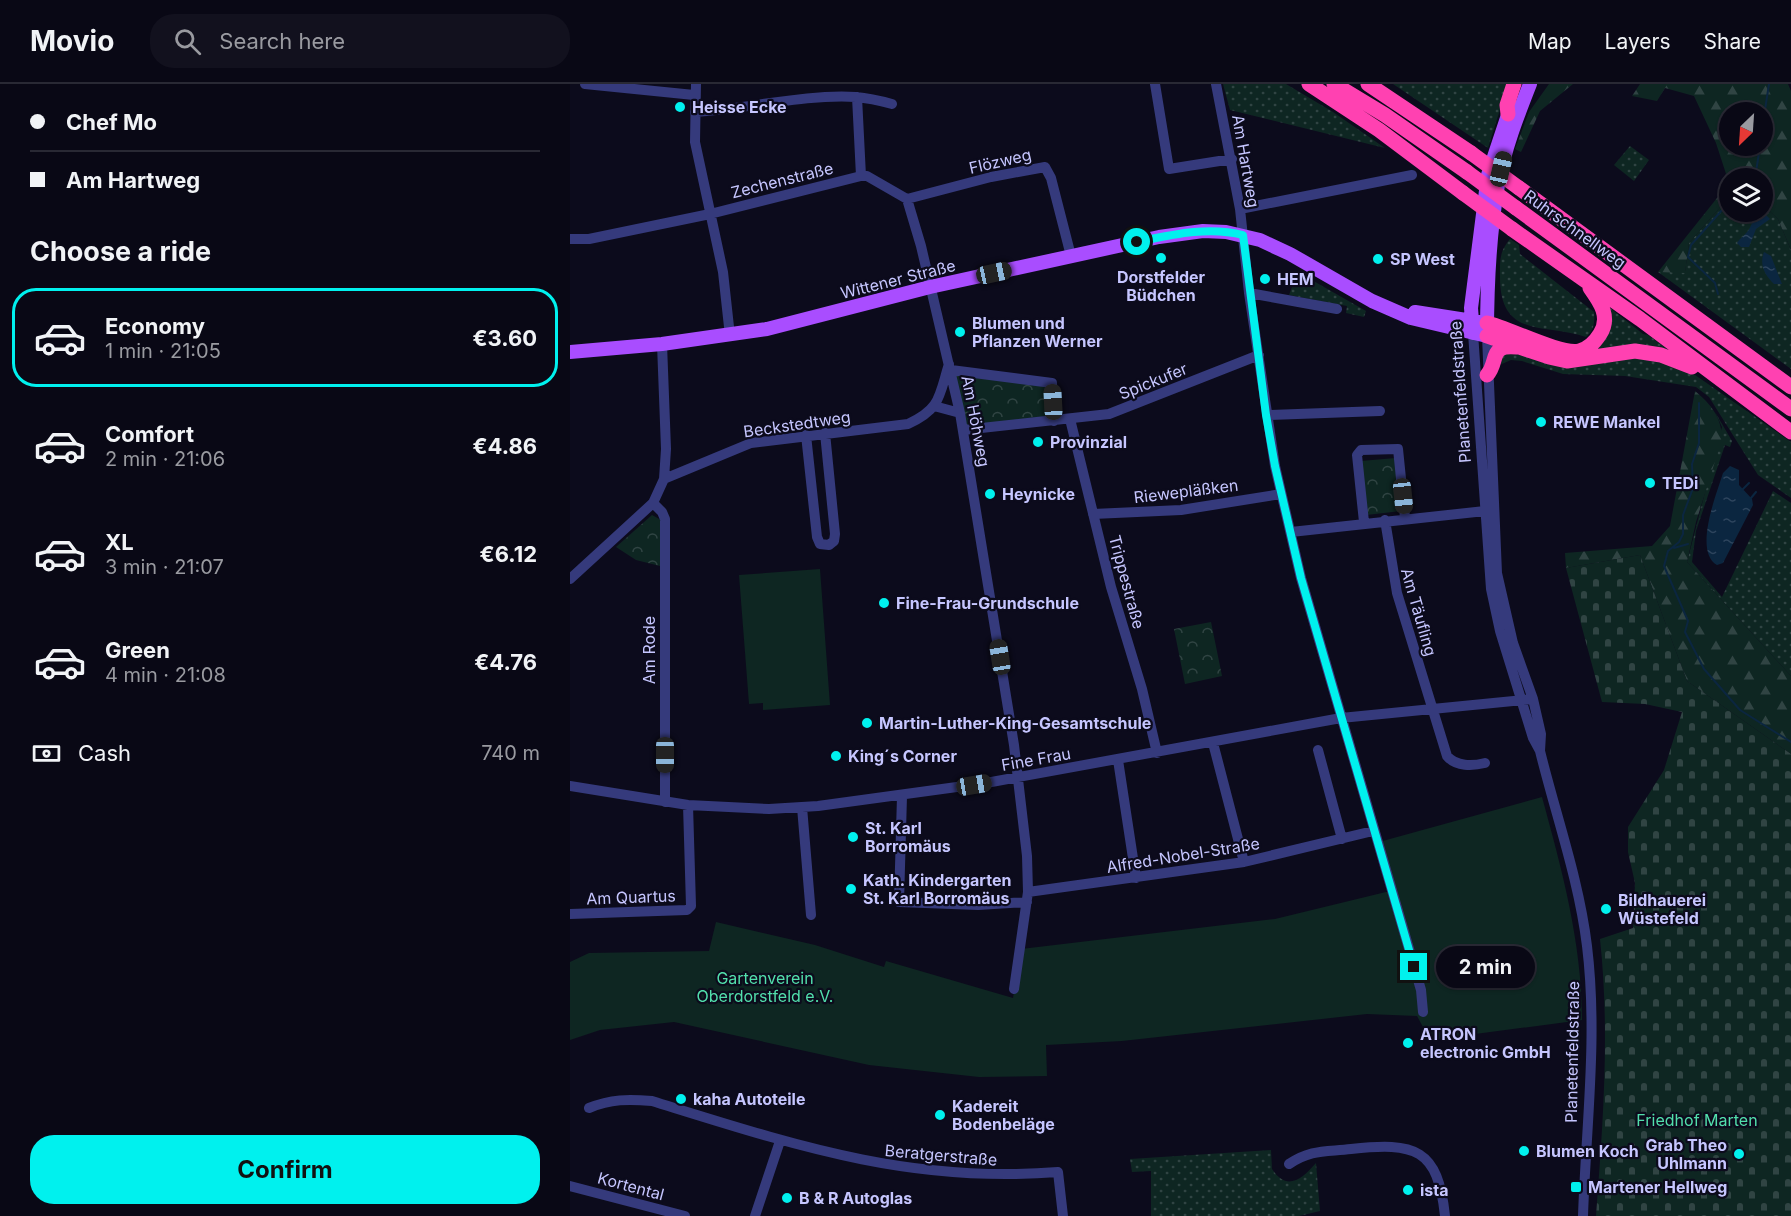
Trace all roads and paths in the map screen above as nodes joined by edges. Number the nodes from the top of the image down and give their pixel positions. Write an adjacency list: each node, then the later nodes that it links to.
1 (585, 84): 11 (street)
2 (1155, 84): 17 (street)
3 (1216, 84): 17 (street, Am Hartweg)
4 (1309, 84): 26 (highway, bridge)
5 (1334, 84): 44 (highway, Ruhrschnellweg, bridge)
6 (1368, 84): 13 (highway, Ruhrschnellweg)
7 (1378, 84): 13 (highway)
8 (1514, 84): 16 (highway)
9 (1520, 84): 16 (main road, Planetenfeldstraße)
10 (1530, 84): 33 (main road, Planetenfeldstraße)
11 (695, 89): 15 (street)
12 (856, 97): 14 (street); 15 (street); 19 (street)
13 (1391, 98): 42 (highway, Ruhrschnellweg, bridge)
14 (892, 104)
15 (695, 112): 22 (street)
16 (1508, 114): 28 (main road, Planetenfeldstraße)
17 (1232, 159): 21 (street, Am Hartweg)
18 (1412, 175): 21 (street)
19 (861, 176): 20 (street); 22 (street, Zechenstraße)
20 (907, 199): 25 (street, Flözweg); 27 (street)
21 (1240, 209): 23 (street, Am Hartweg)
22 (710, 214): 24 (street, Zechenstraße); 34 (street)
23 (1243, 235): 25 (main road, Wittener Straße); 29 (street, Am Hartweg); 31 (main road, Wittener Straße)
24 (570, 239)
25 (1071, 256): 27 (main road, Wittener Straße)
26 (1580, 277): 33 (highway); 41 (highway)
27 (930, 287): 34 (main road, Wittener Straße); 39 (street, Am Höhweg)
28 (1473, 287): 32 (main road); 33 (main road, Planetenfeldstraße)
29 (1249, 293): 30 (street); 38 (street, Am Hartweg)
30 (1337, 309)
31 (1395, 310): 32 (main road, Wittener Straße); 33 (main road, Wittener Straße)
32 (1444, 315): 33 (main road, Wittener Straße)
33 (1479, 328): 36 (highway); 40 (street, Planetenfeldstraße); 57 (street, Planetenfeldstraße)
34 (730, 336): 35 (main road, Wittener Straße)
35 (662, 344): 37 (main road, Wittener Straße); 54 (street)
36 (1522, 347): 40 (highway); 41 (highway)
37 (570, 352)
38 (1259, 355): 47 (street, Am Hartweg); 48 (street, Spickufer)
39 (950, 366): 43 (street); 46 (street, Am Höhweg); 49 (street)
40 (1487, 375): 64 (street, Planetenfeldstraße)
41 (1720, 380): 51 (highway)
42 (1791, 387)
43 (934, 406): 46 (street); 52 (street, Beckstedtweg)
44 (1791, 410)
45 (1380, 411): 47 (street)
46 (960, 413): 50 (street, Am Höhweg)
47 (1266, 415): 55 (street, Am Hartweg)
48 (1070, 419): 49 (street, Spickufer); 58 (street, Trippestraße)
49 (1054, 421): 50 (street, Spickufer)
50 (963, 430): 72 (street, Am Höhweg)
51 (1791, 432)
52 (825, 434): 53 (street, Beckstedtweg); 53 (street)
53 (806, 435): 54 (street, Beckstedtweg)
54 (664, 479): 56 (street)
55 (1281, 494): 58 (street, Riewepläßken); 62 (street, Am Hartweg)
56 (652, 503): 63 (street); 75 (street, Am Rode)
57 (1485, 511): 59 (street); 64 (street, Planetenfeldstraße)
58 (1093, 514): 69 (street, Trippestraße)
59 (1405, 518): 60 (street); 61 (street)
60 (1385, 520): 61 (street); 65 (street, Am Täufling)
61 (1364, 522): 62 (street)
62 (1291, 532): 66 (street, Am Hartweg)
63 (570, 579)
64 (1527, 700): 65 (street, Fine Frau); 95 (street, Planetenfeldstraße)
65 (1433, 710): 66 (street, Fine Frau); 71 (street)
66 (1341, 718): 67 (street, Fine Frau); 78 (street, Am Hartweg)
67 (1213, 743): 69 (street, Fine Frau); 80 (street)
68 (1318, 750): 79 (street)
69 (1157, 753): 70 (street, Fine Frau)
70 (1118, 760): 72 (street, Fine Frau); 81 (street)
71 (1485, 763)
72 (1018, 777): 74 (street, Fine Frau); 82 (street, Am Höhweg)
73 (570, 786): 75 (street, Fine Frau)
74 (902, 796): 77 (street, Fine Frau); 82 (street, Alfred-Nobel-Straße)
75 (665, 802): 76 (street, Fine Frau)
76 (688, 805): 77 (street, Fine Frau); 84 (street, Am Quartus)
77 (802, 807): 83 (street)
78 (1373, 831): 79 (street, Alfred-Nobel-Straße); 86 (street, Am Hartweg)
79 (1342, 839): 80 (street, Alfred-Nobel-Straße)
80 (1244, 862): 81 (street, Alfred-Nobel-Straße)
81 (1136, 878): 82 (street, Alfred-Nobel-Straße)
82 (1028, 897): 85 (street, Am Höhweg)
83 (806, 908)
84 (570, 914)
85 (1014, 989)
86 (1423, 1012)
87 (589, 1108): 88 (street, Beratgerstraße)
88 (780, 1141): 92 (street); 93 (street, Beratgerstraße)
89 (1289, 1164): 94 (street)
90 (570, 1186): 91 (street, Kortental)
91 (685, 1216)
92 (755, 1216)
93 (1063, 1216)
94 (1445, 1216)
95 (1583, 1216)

.....

What needs to be done.
Wherever the listing shows a picture, omit it and output the rest exactly as given.

Task answer.
Trace all roads and paths in the map screen above as nodes joined by edges. Number the nodes from the top of the image down and give their pixel positions. Write an adjacency list: each node, then the later nodes that it links to.
1 (585, 84): 11 (street)
2 (1155, 84): 17 (street)
3 (1216, 84): 17 (street, Am Hartweg)
4 (1309, 84): 26 (highway, bridge)
5 (1334, 84): 44 (highway, Ruhrschnellweg, bridge)
6 (1368, 84): 13 (highway, Ruhrschnellweg)
7 (1378, 84): 13 (highway)
8 (1514, 84): 16 (highway)
9 (1520, 84): 16 (main road, Planetenfeldstraße)
10 (1530, 84): 33 (main road, Planetenfeldstraße)
11 (695, 89): 15 (street)
12 (856, 97): 14 (street); 15 (street); 19 (street)
13 (1391, 98): 42 (highway, Ruhrschnellweg, bridge)
14 (892, 104)
15 (695, 112): 22 (street)
16 (1508, 114): 28 (main road, Planetenfeldstraße)
17 (1232, 159): 21 (street, Am Hartweg)
18 (1412, 175): 21 (street)
19 (861, 176): 20 (street); 22 (street, Zechenstraße)
20 (907, 199): 25 (street, Flözweg); 27 (street)
21 (1240, 209): 23 (street, Am Hartweg)
22 (710, 214): 24 (street, Zechenstraße); 34 (street)
23 (1243, 235): 25 (main road, Wittener Straße); 29 (street, Am Hartweg); 31 (main road, Wittener Straße)
24 (570, 239)
25 (1071, 256): 27 (main road, Wittener Straße)
26 (1580, 277): 33 (highway); 41 (highway)
27 (930, 287): 34 (main road, Wittener Straße); 39 (street, Am Höhweg)
28 (1473, 287): 32 (main road); 33 (main road, Planetenfeldstraße)
29 (1249, 293): 30 (street); 38 (street, Am Hartweg)
30 (1337, 309)
31 (1395, 310): 32 (main road, Wittener Straße); 33 (main road, Wittener Straße)
32 (1444, 315): 33 (main road, Wittener Straße)
33 (1479, 328): 36 (highway); 40 (street, Planetenfeldstraße); 57 (street, Planetenfeldstraße)
34 (730, 336): 35 (main road, Wittener Straße)
35 (662, 344): 37 (main road, Wittener Straße); 54 (street)
36 (1522, 347): 40 (highway); 41 (highway)
37 (570, 352)
38 (1259, 355): 47 (street, Am Hartweg); 48 (street, Spickufer)
39 (950, 366): 43 (street); 46 (street, Am Höhweg); 49 (street)
40 (1487, 375): 64 (street, Planetenfeldstraße)
41 (1720, 380): 51 (highway)
42 (1791, 387)
43 (934, 406): 46 (street); 52 (street, Beckstedtweg)
44 (1791, 410)
45 (1380, 411): 47 (street)
46 (960, 413): 50 (street, Am Höhweg)
47 (1266, 415): 55 (street, Am Hartweg)
48 (1070, 419): 49 (street, Spickufer); 58 (street, Trippestraße)
49 (1054, 421): 50 (street, Spickufer)
50 (963, 430): 72 (street, Am Höhweg)
51 (1791, 432)
52 (825, 434): 53 (street, Beckstedtweg); 53 (street)
53 (806, 435): 54 (street, Beckstedtweg)
54 (664, 479): 56 (street)
55 (1281, 494): 58 (street, Riewepläßken); 62 (street, Am Hartweg)
56 (652, 503): 63 (street); 75 (street, Am Rode)
57 (1485, 511): 59 (street); 64 (street, Planetenfeldstraße)
58 (1093, 514): 69 (street, Trippestraße)
59 (1405, 518): 60 (street); 61 (street)
60 (1385, 520): 61 (street); 65 (street, Am Täufling)
61 (1364, 522): 62 (street)
62 (1291, 532): 66 (street, Am Hartweg)
63 (570, 579)
64 (1527, 700): 65 (street, Fine Frau); 95 (street, Planetenfeldstraße)
65 (1433, 710): 66 (street, Fine Frau); 71 (street)
66 (1341, 718): 67 (street, Fine Frau); 78 (street, Am Hartweg)
67 (1213, 743): 69 (street, Fine Frau); 80 (street)
68 (1318, 750): 79 (street)
69 (1157, 753): 70 (street, Fine Frau)
70 (1118, 760): 72 (street, Fine Frau); 81 (street)
71 (1485, 763)
72 (1018, 777): 74 (street, Fine Frau); 82 (street, Am Höhweg)
73 (570, 786): 75 (street, Fine Frau)
74 (902, 796): 77 (street, Fine Frau); 82 (street, Alfred-Nobel-Straße)
75 (665, 802): 76 (street, Fine Frau)
76 (688, 805): 77 (street, Fine Frau); 84 (street, Am Quartus)
77 (802, 807): 83 (street)
78 (1373, 831): 79 (street, Alfred-Nobel-Straße); 86 (street, Am Hartweg)
79 (1342, 839): 80 (street, Alfred-Nobel-Straße)
80 (1244, 862): 81 (street, Alfred-Nobel-Straße)
81 (1136, 878): 82 (street, Alfred-Nobel-Straße)
82 (1028, 897): 85 (street, Am Höhweg)
83 (806, 908)
84 (570, 914)
85 (1014, 989)
86 (1423, 1012)
87 (589, 1108): 88 (street, Beratgerstraße)
88 (780, 1141): 92 (street); 93 (street, Beratgerstraße)
89 (1289, 1164): 94 (street)
90 (570, 1186): 91 (street, Kortental)
91 (685, 1216)
92 (755, 1216)
93 (1063, 1216)
94 (1445, 1216)
95 (1583, 1216)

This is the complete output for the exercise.